Endangered wildlife knows no borders. The Center works to save global biodiversity by using U.S. and international law to hold governments accountable for protecting imperiled species wherever they're found.
ABOUT OUR INTERNATIONAL WORK
The Center protects species as distinct from each other as the giraffe, the emperor penguin and the pangolin in places as far-flung as Ecuador and Tanzania. By using the U.S. legal system and U.S. laws — like the Endangered Species Act — we're working to ensure that U.S. government activities and projects abroad don't hurt imperiled species. We also take action under international wildlife-protection treaties and trade laws to ensure species abroad are given the protection they deserve. With our office in Mexico and our grassroots conservation-group allies abroad, the Center is securing a future for diverse species and habitat around the globe.
HOW WE DO IT
• Petitions and legal action under U.S. and international law
• Global policy advocacy
• Coalition building with local allies
• Creative media
Our International program has ...
• Secured a seafood import ban to pressure Mexico to save critically endangered vaquita porpoises, with only around 10 individuals remaining.

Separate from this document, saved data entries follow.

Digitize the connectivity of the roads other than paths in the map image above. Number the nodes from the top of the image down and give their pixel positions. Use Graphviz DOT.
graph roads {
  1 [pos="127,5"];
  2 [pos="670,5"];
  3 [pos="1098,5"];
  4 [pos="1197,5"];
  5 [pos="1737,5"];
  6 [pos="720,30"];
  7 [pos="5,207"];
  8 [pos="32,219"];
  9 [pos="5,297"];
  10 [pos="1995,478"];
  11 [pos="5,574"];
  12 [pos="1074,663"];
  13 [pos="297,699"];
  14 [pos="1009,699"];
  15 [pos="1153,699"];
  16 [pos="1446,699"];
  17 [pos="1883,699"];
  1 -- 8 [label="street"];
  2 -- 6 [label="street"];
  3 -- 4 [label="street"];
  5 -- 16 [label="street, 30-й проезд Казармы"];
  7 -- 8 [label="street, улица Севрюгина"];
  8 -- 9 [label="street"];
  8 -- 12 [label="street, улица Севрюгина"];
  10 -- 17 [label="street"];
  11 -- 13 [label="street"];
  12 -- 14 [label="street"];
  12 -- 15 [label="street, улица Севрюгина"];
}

• Sought protection for leopards, giraffes, pangolins, hippos, corals, fish, birds, butterflies and lizards in trade under the U.S. Endangered Species Act.
• Conducted a four-month undercover investigation into wildlife trafficking in Mexico, showing how imperiled sloths, monkeys, parrots and many other species are openly marketed on social media.
• To reduce trophy hunting in Africa, filed multiple lawsuits to limit U.S. imports of imperiled leopard and elephant trophies.
• Released a groundbreaking report on the threat of zoonotic diseases — like COVID-19 — from U.S. imports of wildlife, including primates, rodents and bats.
• Prompted the first-ever environmental dispute process under the U.S.-Mexico-Canada treaty against Mexico for killing failing to halt illegal fishing killing vaquitas.
• Partnered with the Tohono O'odham Tribe in Mexico to file an endangerment petition for Sonora's El Pinacate and Gran Desierto Biosphere Reserve. A wall in that area would block cross-border migration of endangered species and restrict access for the Tohono O'odham people.
• Secured international protections to limit trade in snapping turtles, giraffes, sea cucumbers, blue ornamental tarantulas, and other imperiled animals.